Any changes to this policy are applied within 1 hour of change.
Simply click on the top level domain category to get started.
To accept mail from the tld, clear the checkbox next to the tld or category.
To block the tld from emailing you, check the checkbox next to the tld or category.
As you manage your permissions keep this legend in mind:
[ ] Not selected, all tlds are allowed.
[ ] Purple - Some entries are selected
[ ] Green - All entries are selected.
[ ] Yellow - Some entries that were checked before are now allowed.
[ ] Orange - Some entries that were allowed before are now blocked.
[ ] Red - All entries that were previously blocked are now allowed.
ExchangeDefender Phishing Firewall supports allowed and blocked policies for URLs from trusted or banned domains. Whenever ExchangeDefender PF encounters a hyperlink in the email it rewrites it so that it is proxied through our firewall at https://r.xdref.com
Allowed domain names do not get rewritten, and the user will automatically be redirected to the target domain.
Blocked, or banned, domains will have the link deactivated and will be presented with a warning when they attempt to go to the site.
ExchangeDefender Logs features extensive logging and security audit tools that can help domain administrators track login activity for security and troubleshooting purposes. The security audit log can be done on a Domain basis or you can click on Users to show the security login by email address.

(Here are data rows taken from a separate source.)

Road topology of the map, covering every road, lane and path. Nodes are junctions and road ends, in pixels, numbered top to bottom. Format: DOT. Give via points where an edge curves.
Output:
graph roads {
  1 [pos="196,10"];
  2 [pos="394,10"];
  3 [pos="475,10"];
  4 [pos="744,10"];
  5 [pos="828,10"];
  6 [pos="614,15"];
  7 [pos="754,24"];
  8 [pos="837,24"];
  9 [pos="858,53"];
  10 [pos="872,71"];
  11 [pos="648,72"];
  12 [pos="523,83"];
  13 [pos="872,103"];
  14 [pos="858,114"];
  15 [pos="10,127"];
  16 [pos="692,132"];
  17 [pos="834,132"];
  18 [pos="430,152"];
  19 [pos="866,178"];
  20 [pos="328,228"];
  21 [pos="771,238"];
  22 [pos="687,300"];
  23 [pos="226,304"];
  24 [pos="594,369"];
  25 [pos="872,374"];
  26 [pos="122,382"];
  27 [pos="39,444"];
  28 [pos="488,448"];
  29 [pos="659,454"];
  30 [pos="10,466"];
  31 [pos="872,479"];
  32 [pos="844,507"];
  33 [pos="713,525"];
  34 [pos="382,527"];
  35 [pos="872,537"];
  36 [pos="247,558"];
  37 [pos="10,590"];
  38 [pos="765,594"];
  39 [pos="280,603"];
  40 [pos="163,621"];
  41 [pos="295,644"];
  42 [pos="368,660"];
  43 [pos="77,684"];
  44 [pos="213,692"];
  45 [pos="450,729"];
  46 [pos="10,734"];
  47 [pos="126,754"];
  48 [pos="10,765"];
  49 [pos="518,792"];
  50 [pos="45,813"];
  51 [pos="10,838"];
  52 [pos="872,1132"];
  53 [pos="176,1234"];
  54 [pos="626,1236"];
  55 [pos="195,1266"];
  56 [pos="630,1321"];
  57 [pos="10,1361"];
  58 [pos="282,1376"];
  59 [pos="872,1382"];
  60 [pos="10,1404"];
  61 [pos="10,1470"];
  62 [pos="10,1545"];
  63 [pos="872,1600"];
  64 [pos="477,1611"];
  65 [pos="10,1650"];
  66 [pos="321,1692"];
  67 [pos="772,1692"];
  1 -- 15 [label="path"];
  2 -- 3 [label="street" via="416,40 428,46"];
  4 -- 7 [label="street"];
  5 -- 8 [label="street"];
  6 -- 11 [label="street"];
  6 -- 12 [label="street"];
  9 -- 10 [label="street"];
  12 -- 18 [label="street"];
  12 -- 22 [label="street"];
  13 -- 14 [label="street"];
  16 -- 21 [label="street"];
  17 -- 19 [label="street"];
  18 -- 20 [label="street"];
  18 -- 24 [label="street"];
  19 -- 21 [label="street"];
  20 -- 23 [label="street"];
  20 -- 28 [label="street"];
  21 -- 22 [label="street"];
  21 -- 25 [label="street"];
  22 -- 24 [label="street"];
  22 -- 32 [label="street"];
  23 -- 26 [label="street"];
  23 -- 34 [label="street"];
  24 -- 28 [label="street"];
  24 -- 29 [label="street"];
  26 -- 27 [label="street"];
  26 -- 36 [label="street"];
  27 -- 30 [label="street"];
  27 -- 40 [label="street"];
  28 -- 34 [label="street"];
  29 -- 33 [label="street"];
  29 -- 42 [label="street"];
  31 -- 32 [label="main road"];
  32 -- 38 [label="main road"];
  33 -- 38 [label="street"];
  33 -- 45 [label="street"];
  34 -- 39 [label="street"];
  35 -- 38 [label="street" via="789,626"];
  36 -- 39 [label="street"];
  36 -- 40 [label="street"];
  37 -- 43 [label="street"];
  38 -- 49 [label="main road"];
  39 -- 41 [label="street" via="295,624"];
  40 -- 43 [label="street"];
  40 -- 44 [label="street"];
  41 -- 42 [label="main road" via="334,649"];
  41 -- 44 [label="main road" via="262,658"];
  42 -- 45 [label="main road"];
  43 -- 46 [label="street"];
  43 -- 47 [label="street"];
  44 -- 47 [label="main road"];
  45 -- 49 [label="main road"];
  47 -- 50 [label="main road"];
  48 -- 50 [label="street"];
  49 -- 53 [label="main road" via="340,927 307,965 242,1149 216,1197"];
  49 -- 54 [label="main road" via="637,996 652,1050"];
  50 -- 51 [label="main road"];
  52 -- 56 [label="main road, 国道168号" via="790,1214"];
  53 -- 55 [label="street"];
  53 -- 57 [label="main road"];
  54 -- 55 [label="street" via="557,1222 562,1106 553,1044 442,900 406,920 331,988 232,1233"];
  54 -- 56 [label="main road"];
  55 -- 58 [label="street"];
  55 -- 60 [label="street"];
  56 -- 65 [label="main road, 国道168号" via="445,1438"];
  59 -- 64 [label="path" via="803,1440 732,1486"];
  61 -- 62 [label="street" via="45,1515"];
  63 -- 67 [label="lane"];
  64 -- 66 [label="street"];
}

The Accounts Log shows all account/domain policy changes so changes can be audited and tracked. The screen will show you the activity, description, time of the activity, and the source IP address.
ExchangeDefender enables Domain Administrators and Service Providers to access low-level SMTP error logs. While email transaction logs ("Mail Logs", "SPAM Logs") provide all the details about message processing and delivery, Mail Fail (Error) logs provide errors ExchangeDefender issues to messages that are not accepted by our network.
ExcangeDefender usually rejects messages due to administrator policy configuration (your settings/routing), domain and geoIP settings, as well as protocol failures ranging from network issues to DNS authorization protocols (DKIM + SPF). When ExchangeDefender issues rejections all the data we have from the sender/mail server is available in this log.
ExchangeDefender offers a powerful search facility that can help locate messages if you know the sender/recipient. This screen gives you an easy way to identify potential issues and know exactly which messages are not getting through and why (so you can adjust your policies!)
Click on Download to download the entire fail log in the .csv format. This file can be opened using your spreadsheet or imported into another tool for better processing and analytics.
ExchangeDefender Phishing logs contain activity from ExchangeDefender Security Center (https://r.xdref.com) and give domain administrators access to URLs that were intercepted by the ExchangeDefender Phishing Firewall with either no or bad reputation.
This information is provided for security audit purposes and for tracking which sites may have lead to a security breach/compromise. Because dangerous malware distributed through phishing often results in destruction of a PC and/or network, ExchangeDefender as an external resource can help you determine which links may have been involved in distributing dangerous payload.